Steve Levine, head of the Southwest region for Moody's Investors Service, said the financial framework and other details have to be determined before any evaluation of ratings can be made. "There are some real decisions that need to be made on the structure before we could do a rating," he said.
Meanwhile, investment bankers and others in the bond industry are watching for opportunities to consult with the Mexican government on establishing a public finance infrastructure and to advise municipalities on structuring their projects.
Don Gonzales, associate director with Rauscher Pierce Refsnes, and Jorge Rodriguez, first vice president with masterson Moreland Sauer Whisman, said regional and other investment banking firms would be working with small cities to bring deals to the NADBank.
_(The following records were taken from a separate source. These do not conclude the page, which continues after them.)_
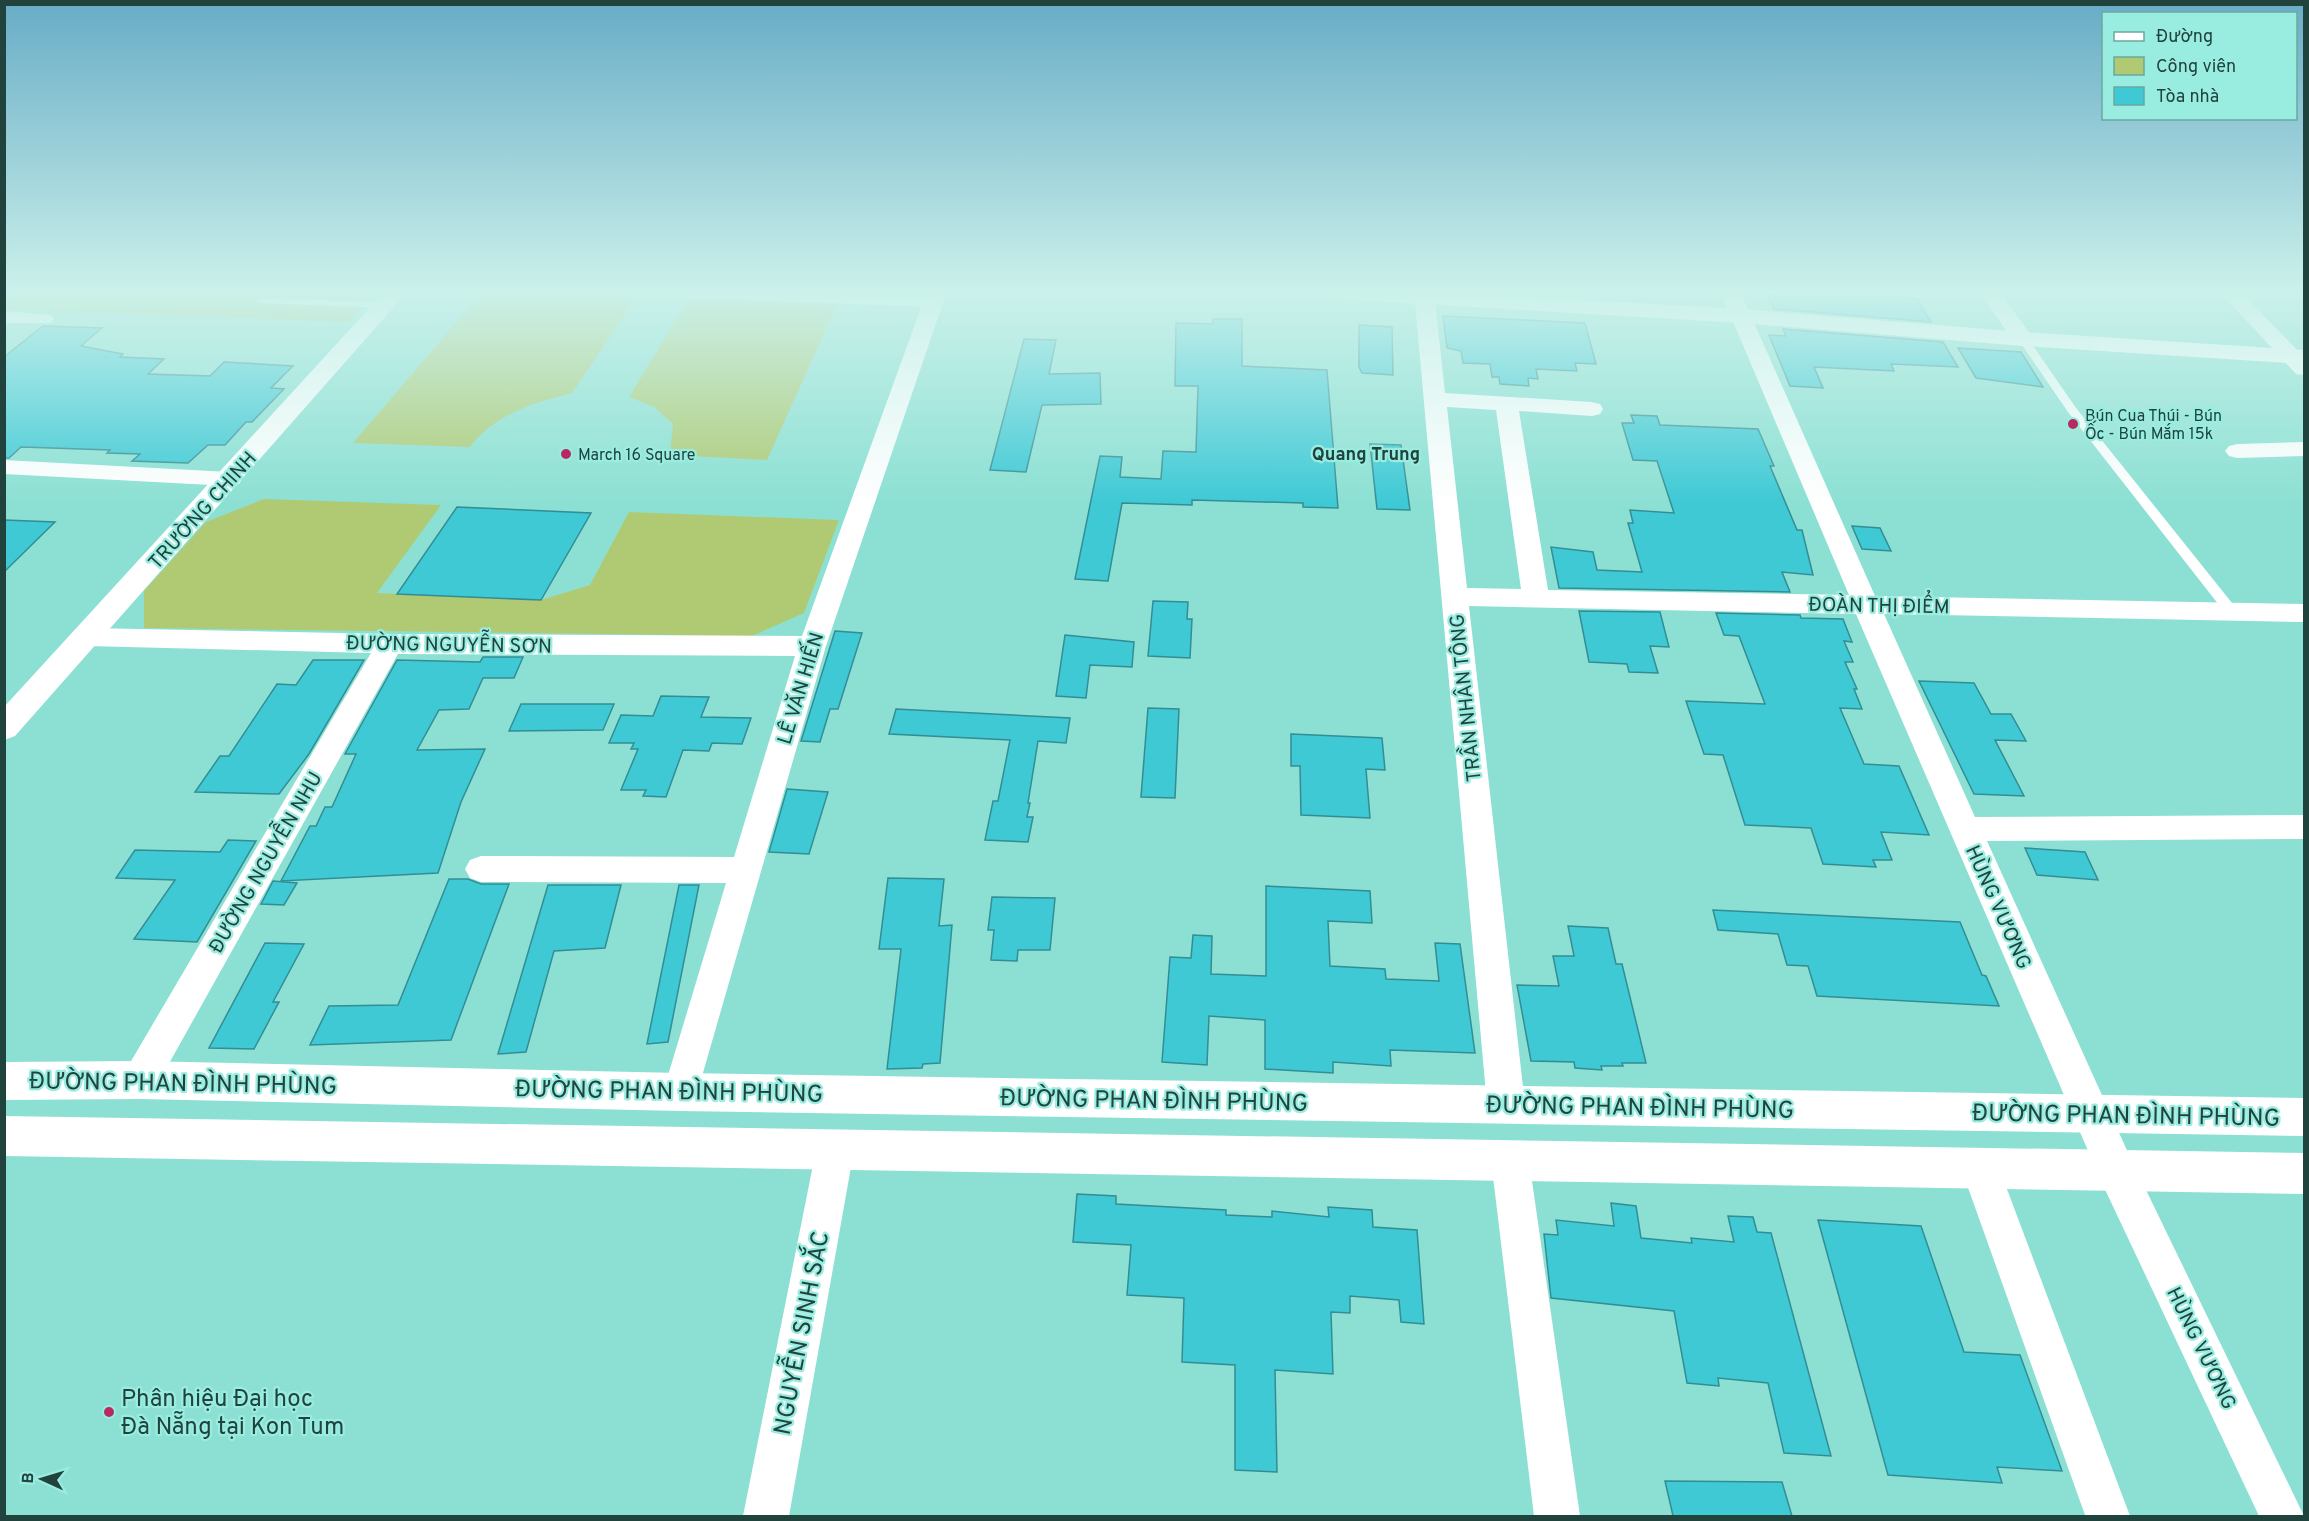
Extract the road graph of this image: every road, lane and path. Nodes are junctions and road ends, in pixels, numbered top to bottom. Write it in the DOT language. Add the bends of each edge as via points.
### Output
graph roads {
  1 [pos="334,362"];
  2 [pos="912,362"];
  3 [pos="1430,362"];
  4 [pos="1761,362"];
  5 [pos="2039,362"];
  6 [pos="1434,399"];
  7 [pos="1506,403"];
  8 [pos="1592,409"];
  9 [pos="2304,449"];
  10 [pos="2236,451"];
  11 [pos="4,467"];
  12 [pos="230,479"];
  13 [pos="1454,597"];
  14 [pos="1536,598"];
  15 [pos="1866,605"];
  16 [pos="2231,611"];
  17 [pos="2304,613"];
  18 [pos="87,637"];
  19 [pos="390,644"];
  20 [pos="812,646"];
  21 [pos="4,728"];
  22 [pos="2304,827"];
  23 [pos="1965,829"];
  24 [pos="481,869"];
  25 [pos="746,870"];
  26 [pos="140,1080"];
  27 [pos="4,1082"];
  28 [pos="681,1092"];
  29 [pos="1506,1105"];
  30 [pos="2092,1114"];
  31 [pos="2304,1118"];
  32 [pos="4,1136"];
  33 [pos="836,1150"];
  34 [pos="1510,1160"];
  35 [pos="1980,1168"];
  36 [pos="2116,1170"];
  37 [pos="2304,1174"];
  38 [pos="2108,1515"];
  39 [pos="766,1516"];
  40 [pos="1557,1516"];
  41 [pos="2282,1516"];
  1 -- 12 [label="main road, TRƯỜNG CHINH"];
  2 -- 20 [label="street, LÊ VĂN HIẾN"];
  3 -- 6 [label="street, TRẦN NHÂN TÔNG"];
  4 -- 15 [label="street, HÙNG VƯƠNG"];
  5 -- 16 [label="lane" via="2072,410"];
  6 -- 7 [label="street"];
  6 -- 13 [label="street, TRẦN NHÂN TÔNG"];
  7 -- 8 [label="street"];
  7 -- 14 [label="street"];
  9 -- 10 [label="street"];
  11 -- 12 [label="street"];
  12 -- 18 [label="main road, TRƯỜNG CHINH"];
  13 -- 14 [label="street, ĐOÀN THỊ ĐIỂM"];
  13 -- 29 [label="street, TRẦN NHÂN TÔNG"];
  14 -- 15 [label="street, ĐOÀN THỊ ĐIỂM"];
  15 -- 16 [label="street, ĐOÀN THỊ ĐIỂM"];
  15 -- 23 [label="street, HÙNG VƯƠNG"];
  16 -- 17 [label="street, ĐOÀN THỊ ĐIỂM"];
  18 -- 19 [label="street, ĐƯỜNG NGUYỄN SƠN"];
  18 -- 21 [label="main road, TRƯỜNG CHINH"];
  19 -- 20 [label="street, ĐƯỜNG NGUYỄN SƠN"];
  19 -- 26 [label="street, ĐƯỜNG NGUYỄN NHU"];
  20 -- 25 [label="street, LÊ VĂN HIẾN"];
  22 -- 23 [label="street"];
  23 -- 30 [label="street, HÙNG VƯƠNG"];
  24 -- 25 [label="street"];
  25 -- 28 [label="street, LÊ VĂN HIẾN"];
  26 -- 27 [label="main road, ĐƯỜNG PHAN ĐÌNH PHÙNG"];
  26 -- 28 [label="main road, ĐƯỜNG PHAN ĐÌNH PHÙNG"];
  28 -- 29 [label="main road, ĐƯỜNG PHAN ĐÌNH PHÙNG"];
  29 -- 30 [label="main road, ĐƯỜNG PHAN ĐÌNH PHÙNG"];
  30 -- 31 [label="main road, ĐƯỜNG PHAN ĐÌNH PHÙNG"];
  30 -- 36 [label="street, HÙNG VƯƠNG"];
  32 -- 33 [label="main road"];
  33 -- 34 [label="main road"];
  33 -- 39 [label="street, NGUYỄN SINH SẮC"];
  34 -- 35 [label="main road"];
  34 -- 40 [label="street"];
  35 -- 36 [label="main road"];
  35 -- 38 [label="street"];
  36 -- 37 [label="main road"];
  36 -- 41 [label="street, HÙNG VƯƠNG"];
}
Paul Martin, a bond attorney with McGinnis, Lochridge & Kilgore in San Antonio, agreed that the border would be a target for the municipal industry. "You look at where projects have to be done, and it is border and other growth areas," he said.
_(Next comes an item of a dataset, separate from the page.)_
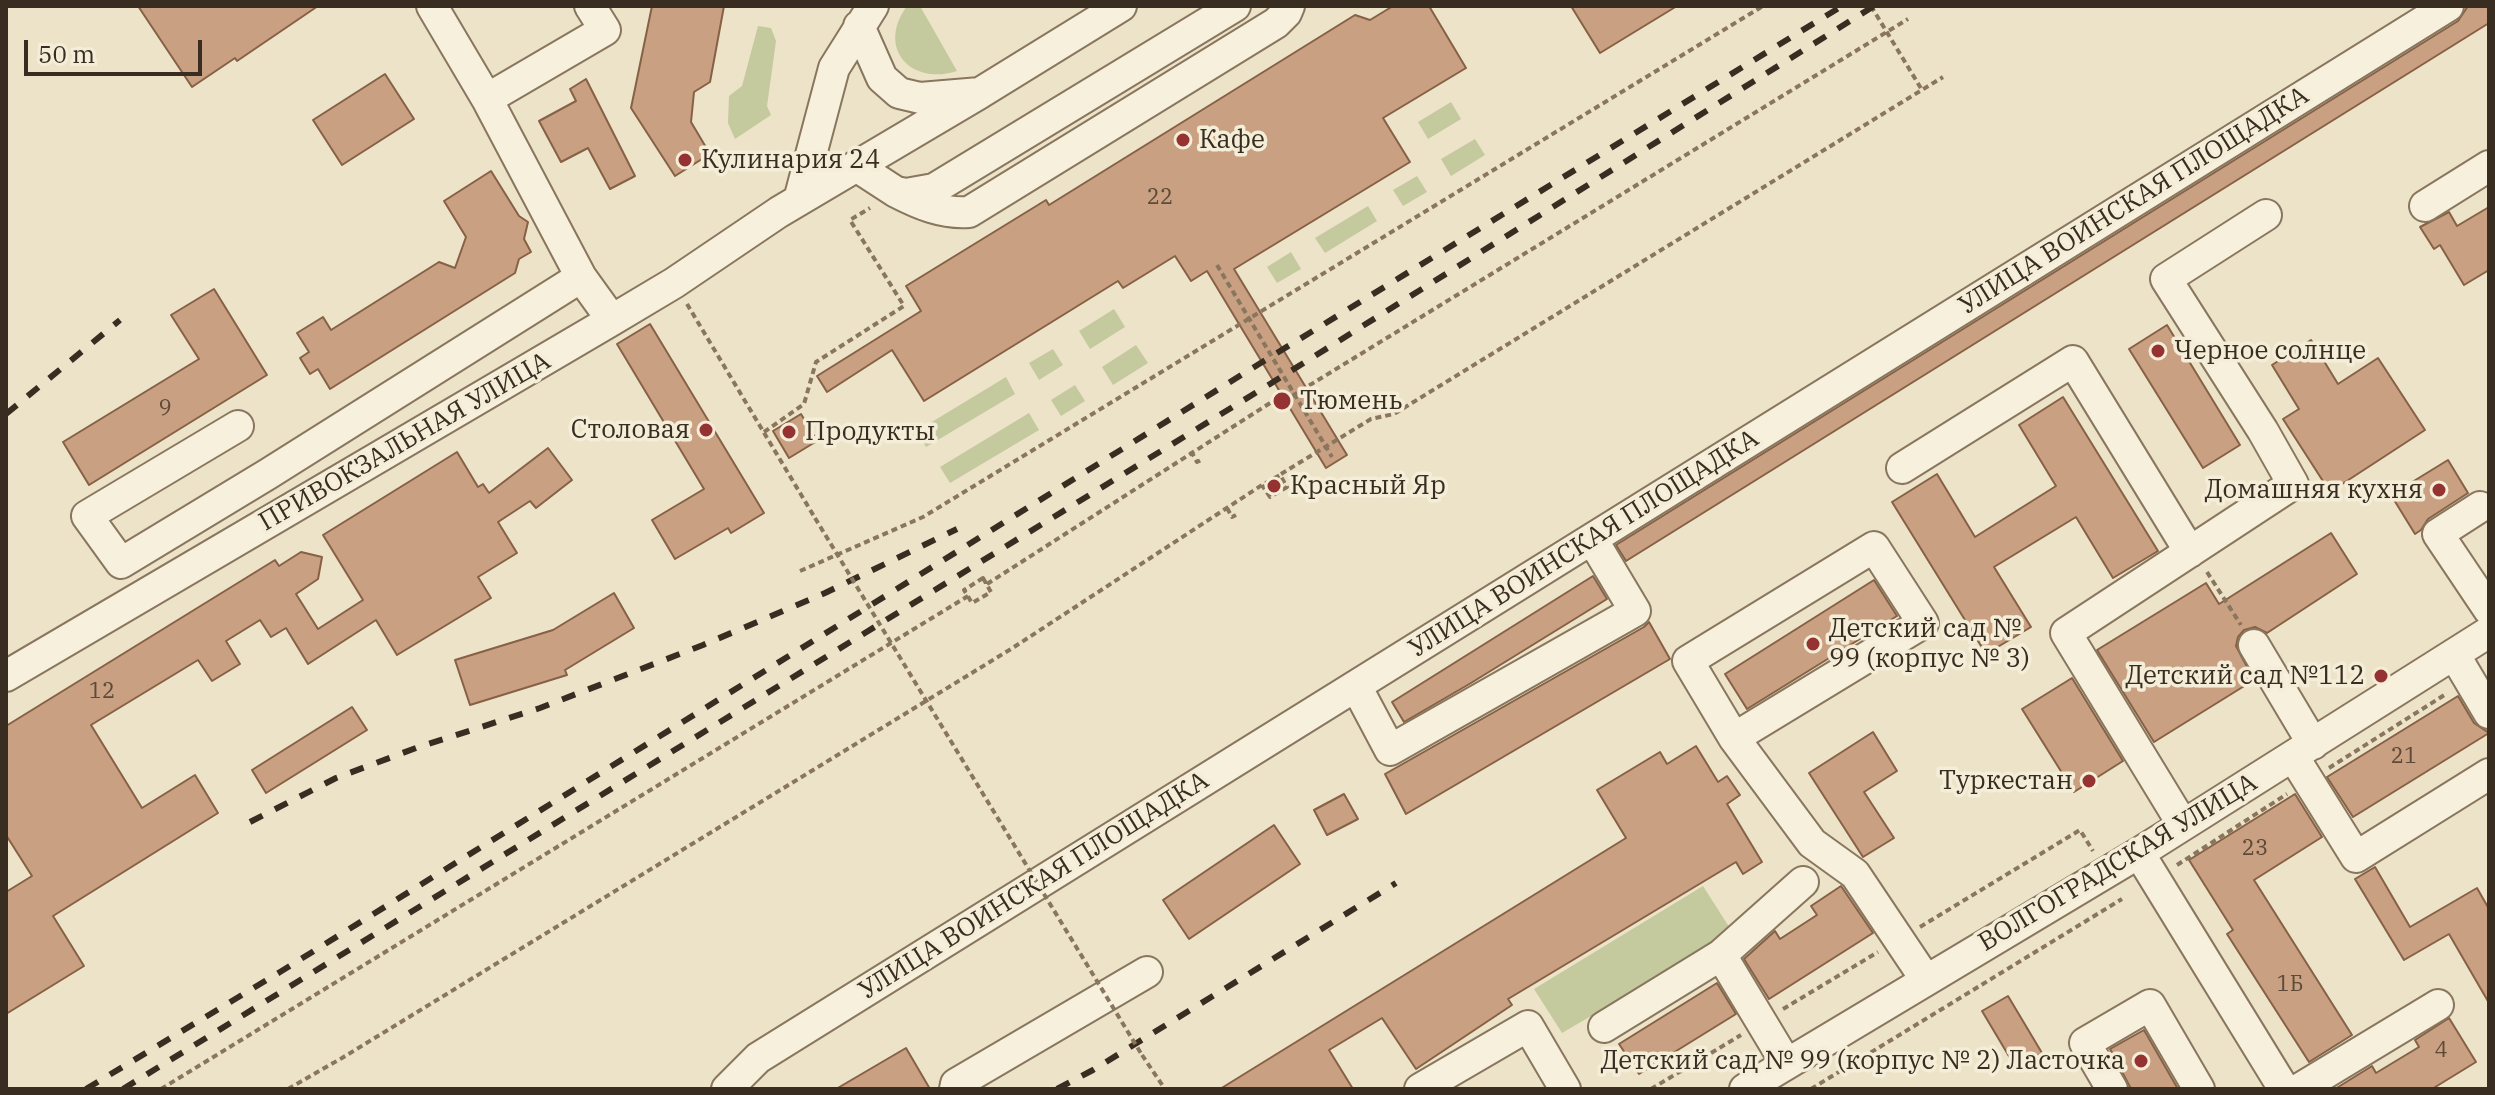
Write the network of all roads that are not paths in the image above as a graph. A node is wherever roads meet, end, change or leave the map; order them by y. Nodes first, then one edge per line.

Few are predicting any shortage of projects on the border or applicants for the NADBank loans. Dozens of projects already have been identified, primarily along the Texas-Mexico border, which is the longest and has the most colonias, or secondarily, the California-Mexico border.
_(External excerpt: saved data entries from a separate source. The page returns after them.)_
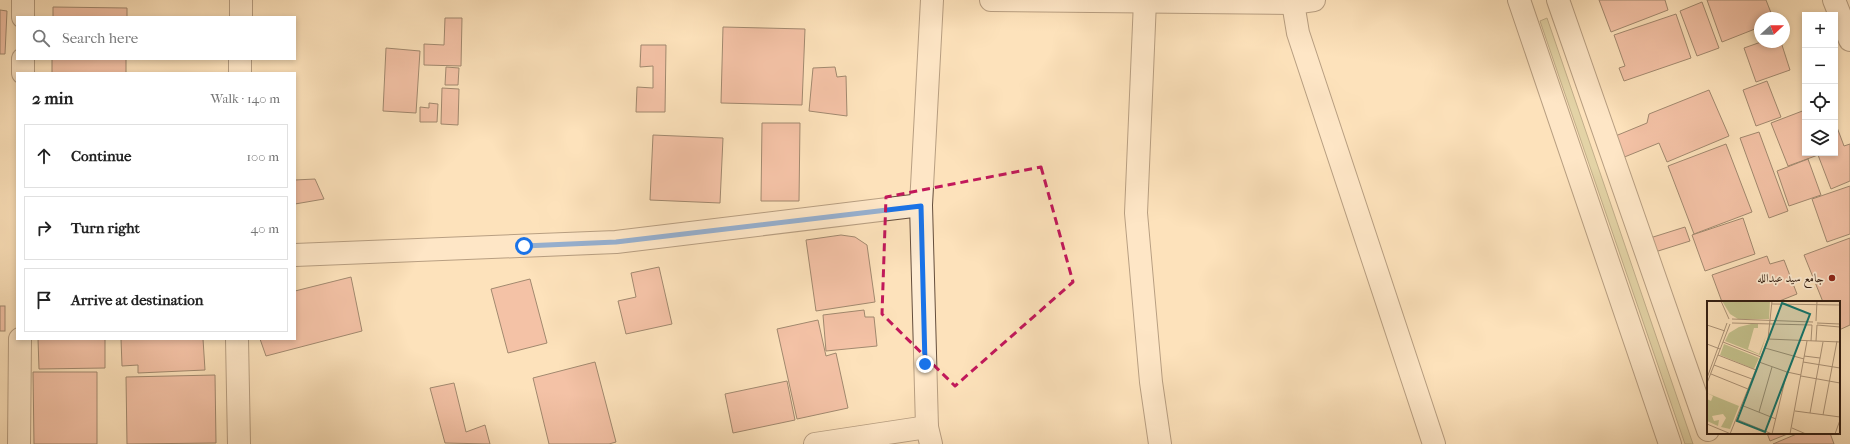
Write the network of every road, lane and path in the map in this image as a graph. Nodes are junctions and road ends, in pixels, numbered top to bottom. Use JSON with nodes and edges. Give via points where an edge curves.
{"nodes":[{"id":1,"x":23,"y":0,"type":"edge"},
{"id":2,"x":241,"y":0,"type":"edge"},
{"id":3,"x":932,"y":0,"type":"edge"},
{"id":4,"x":991,"y":0,"type":"edge"},
{"id":5,"x":1000,"y":0,"type":"edge"},
{"id":6,"x":1314,"y":0,"type":"edge"},
{"id":7,"x":1519,"y":0,"type":"edge"},
{"id":8,"x":1558,"y":0,"type":"edge"},
{"id":9,"x":1834,"y":0,"type":"edge"},
{"id":10,"x":1145,"y":1,"type":"junction"},
{"id":11,"x":1293,"y":3,"type":"junction"},
{"id":12,"x":23,"y":16,"type":"edge"},
{"id":13,"x":241,"y":16,"type":"edge"},
{"id":14,"x":1850,"y":40,"type":"edge"},
{"id":15,"x":23,"y":60,"type":"edge"},
{"id":16,"x":240,"y":60,"type":"edge"},
{"id":17,"x":23,"y":72,"type":"edge"},
{"id":18,"x":240,"y":72,"type":"edge"},
{"id":19,"x":921,"y":206,"type":"junction"},
{"id":20,"x":296,"y":255,"type":"edge"},
{"id":21,"x":20,"y":340,"type":"edge"},
{"id":22,"x":237,"y":340,"type":"edge"},
{"id":23,"x":1707,"y":427,"type":"edge"},
{"id":24,"x":1709,"y":434,"type":"edge"},
{"id":25,"x":929,"y":436,"type":"edge"},
{"id":26,"x":19,"y":444,"type":"edge"},
{"id":27,"x":239,"y":444,"type":"edge"},
{"id":28,"x":815,"y":444,"type":"edge"},
{"id":29,"x":1160,"y":444,"type":"edge"},
{"id":30,"x":1434,"y":444,"type":"edge"},
{"id":31,"x":1670,"y":444,"type":"edge"},
{"id":32,"x":1713,"y":444,"type":"edge"}],
"edges":[{"from":1,"to":12,"type":"street"},
{"from":2,"to":13,"type":"street"},
{"from":3,"to":19,"type":"street"},
{"from":4,"to":5,"type":"street"},
{"from":5,"to":10,"type":"street"},
{"from":6,"to":11,"type":"street"},
{"from":7,"to":31,"type":"street"},
{"from":8,"to":23,"type":"street"},
{"from":9,"to":14,"type":"street"},
{"from":10,"to":11,"type":"street"},
{"from":10,"to":29,"type":"street","via":[[1136,213],[1151,382]]},
{"from":11,"to":30,"type":"street","via":[[1298,33]]},
{"from":15,"to":17,"type":"street"},
{"from":16,"to":18,"type":"street"},
{"from":19,"to":20,"type":"street","via":[[616,242]]},
{"from":19,"to":25,"type":"street"},
{"from":21,"to":26,"type":"street"},
{"from":22,"to":27,"type":"street"},
{"from":24,"to":32,"type":"street"},
{"from":25,"to":28,"type":"street"}]}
Those and other environmental and infrastructure project are estimated to cost billions of dollars, no matter which of the various figures one chooses.
The Sierra Club and other opponents of the North American Free Trade Agreement projected environmental and other border needs at more than $20 billion.
The Clinton Administration has indicated it can do the job with an $8 billion plan to clean up the border over a 10-year period, using many sources of funding, from the NADBank to the World Bank to state revolving funds.
Last summer, before the NADBank was included in the free trade agreement, a committee study for the Council of the Americas estimated that $6.5 billion is needed for water and sewer as well as solid and hazardous waste services along the border during the next decade.
It also found a $1.9 billion financing gap after available capital resources were tallied. Funding voids like that can be filled by the NADBank, said Melcer of Public Financial Management, which helped prepare the study. "We saw the NADBank as a vehicle to improve the financing environment on the border," said Melcer, a strong advocate of the bank.
In the past, "people said, 'It's a noble idea, but it is not going to fly politically,'" Melcer said. Now, at least, the NADBank is headed for takeoff later this year.
So far, several steps have been taken to prepare for opening. San Antonio, Tex., has been selected as the headquarters site for the NADBank while Los Angeles will be the location of the community adjustment branch office.
Earlier this month, a six-member binational board was selected, and a U.S. advisory committee is expected to be appointed this summer. A manager and key staff are expected to have been hired by Oct. 1, Knight said, when the first funding becomes available
However, industry sources said they don't expect the NADBank to start providing loans and loan guarantees until next year, although the lineup of potential projects already has started.